Background: The study is to evaluate the patterns of failure, toxicities and long-term outcomes of aggressive treatment using (18)F-FDG PET/CT-guided chemoradiation plannings for advanced cervical cancer with extensive nodal extent that has been regarded as a systemic disease.
Methods: We retrospectively reviewed 72 consecutive patients with (18)F-FDG PET/CT-detected widespread pelvic, para-aortic and/or supraclavicular lymph nodes treated with curative-intent PET-guided cisplatin-based extended-field dose-escalating intensity-modulated radiotherapy (IMRT) and adaptive high-dose-rate intracavitary 3D-brachytherapy between 2002 and 2010. The failure sites were specifically localized by comparing recurrences on fusion of post-therapy recurrent (18)F-FDG PET/CT scans to the initial PET-guided radiation plannings for IMRT and brachytherapy.
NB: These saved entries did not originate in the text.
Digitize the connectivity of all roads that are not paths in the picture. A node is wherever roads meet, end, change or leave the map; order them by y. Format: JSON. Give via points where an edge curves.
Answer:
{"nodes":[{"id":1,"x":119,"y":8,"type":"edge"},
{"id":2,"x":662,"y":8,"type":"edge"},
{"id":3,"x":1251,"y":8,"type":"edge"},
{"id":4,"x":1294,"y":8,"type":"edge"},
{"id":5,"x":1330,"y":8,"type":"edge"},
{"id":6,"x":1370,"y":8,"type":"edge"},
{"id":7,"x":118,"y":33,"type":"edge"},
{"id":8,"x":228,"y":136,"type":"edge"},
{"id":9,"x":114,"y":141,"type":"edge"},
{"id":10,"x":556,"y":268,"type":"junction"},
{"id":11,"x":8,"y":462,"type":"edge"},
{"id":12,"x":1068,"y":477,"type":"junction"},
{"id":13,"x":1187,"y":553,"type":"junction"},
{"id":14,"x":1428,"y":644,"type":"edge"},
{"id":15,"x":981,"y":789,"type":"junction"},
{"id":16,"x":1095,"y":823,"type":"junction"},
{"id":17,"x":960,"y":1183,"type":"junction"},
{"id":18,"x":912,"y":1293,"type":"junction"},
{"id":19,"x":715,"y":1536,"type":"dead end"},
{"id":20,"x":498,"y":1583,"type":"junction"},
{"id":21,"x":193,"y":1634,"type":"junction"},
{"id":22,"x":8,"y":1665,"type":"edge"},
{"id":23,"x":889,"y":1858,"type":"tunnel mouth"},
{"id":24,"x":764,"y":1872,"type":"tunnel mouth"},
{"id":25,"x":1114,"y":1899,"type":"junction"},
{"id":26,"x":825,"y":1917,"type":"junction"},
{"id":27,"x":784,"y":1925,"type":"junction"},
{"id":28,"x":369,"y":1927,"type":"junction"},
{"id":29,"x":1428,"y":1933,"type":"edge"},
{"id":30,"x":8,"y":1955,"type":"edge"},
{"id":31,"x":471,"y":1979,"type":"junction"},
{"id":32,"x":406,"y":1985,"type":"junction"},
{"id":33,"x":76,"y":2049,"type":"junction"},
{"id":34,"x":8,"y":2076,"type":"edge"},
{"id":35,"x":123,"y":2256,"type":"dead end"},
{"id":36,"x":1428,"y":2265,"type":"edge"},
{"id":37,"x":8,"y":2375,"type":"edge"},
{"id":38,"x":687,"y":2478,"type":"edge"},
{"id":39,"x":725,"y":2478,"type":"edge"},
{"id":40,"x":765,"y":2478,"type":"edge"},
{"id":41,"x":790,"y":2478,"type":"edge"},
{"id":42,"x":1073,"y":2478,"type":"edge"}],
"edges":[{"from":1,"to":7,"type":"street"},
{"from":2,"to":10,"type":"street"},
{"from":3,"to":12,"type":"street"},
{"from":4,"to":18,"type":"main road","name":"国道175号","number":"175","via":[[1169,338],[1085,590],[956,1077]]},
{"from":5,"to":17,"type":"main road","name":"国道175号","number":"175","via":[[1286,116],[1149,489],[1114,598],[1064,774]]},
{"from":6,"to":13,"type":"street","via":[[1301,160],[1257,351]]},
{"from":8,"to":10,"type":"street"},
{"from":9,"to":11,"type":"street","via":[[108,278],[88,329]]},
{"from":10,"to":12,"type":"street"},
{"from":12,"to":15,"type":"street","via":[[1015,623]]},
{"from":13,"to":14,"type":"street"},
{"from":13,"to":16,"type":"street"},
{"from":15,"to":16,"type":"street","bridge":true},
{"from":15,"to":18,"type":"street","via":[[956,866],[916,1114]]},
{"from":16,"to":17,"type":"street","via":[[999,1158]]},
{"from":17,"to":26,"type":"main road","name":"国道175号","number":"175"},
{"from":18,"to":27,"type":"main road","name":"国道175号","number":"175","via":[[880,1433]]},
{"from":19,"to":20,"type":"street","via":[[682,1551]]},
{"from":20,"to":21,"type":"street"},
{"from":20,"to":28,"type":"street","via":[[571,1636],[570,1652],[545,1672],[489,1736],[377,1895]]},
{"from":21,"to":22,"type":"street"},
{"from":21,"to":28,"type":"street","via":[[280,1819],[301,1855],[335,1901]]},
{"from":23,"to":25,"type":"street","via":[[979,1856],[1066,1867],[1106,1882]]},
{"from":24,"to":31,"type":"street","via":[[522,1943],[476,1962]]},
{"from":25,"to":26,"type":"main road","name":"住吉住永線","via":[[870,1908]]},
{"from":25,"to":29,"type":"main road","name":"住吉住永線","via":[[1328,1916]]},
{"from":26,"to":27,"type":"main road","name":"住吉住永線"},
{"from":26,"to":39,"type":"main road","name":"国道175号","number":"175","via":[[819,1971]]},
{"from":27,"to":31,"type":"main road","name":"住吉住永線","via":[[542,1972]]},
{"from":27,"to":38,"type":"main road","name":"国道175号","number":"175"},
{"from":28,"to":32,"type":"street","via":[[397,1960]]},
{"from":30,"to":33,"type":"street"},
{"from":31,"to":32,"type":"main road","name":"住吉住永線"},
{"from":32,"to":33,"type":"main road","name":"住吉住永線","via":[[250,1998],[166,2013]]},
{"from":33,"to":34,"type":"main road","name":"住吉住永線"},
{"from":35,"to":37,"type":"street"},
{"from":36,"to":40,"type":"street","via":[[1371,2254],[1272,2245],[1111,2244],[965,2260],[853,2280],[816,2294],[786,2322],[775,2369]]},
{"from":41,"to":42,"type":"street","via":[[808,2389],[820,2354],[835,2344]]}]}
Results: The median follow-up time for the 72 patients was 66 months (range, 3-142 months). The 5-year disease-free survival rate calculated by the Kaplan-Meier method for the patients with extensive N1 disease with the uppermost PET-positive pelvic-only nodes (26 patients), and the patients with M1 disease with the uppermost PET-positive para-aortic (31 patients) or supraclavicular (15 patients) nodes was 78.5 %, and 41.8-50 %, respectively (N1 vs. M1, p = 0.0465). Eight (11.1 %), 18 (25.0 %), and 3 (4.2 %) of the patients developed in-field recurrence, out-of-field and/or distant metastasis, and combined failure, respectively. The 6 (8.3 %) local failures around the uterine cervix were all at the junction between IMRT and brachytherapy in the parametrium. The rate of late grade 3/4 bladder and bowel toxicities was 4.2 and 9.7 %, respectively. When compared to conventional pelvic chemoradiation/2D-brachytherapy during 1990-2001, the adoption of (18)F-FDG PET-guided extended-field dose-escalating chemoradiation plannings in IMRT and 3D-brachytherapy after 2002 appeared to provide higher disease-free and overall survival rates with acceptable toxicities in advanced cervical cancer patients.
Conclusions: For AJCC stage M1 cervical cancer with supraclavicular lymph node metastases, curability can be achieved in the era of PET and chemo-IMRT. However, the main pattern of failure is still out-of-field and/or distant metastasis. In addition to improving systemic treatment, how to optimize and integrate the junctional doses between IMRT and 3D-brachytherapy in PET-guided plannings to further decrease local recurrence warrants investigation.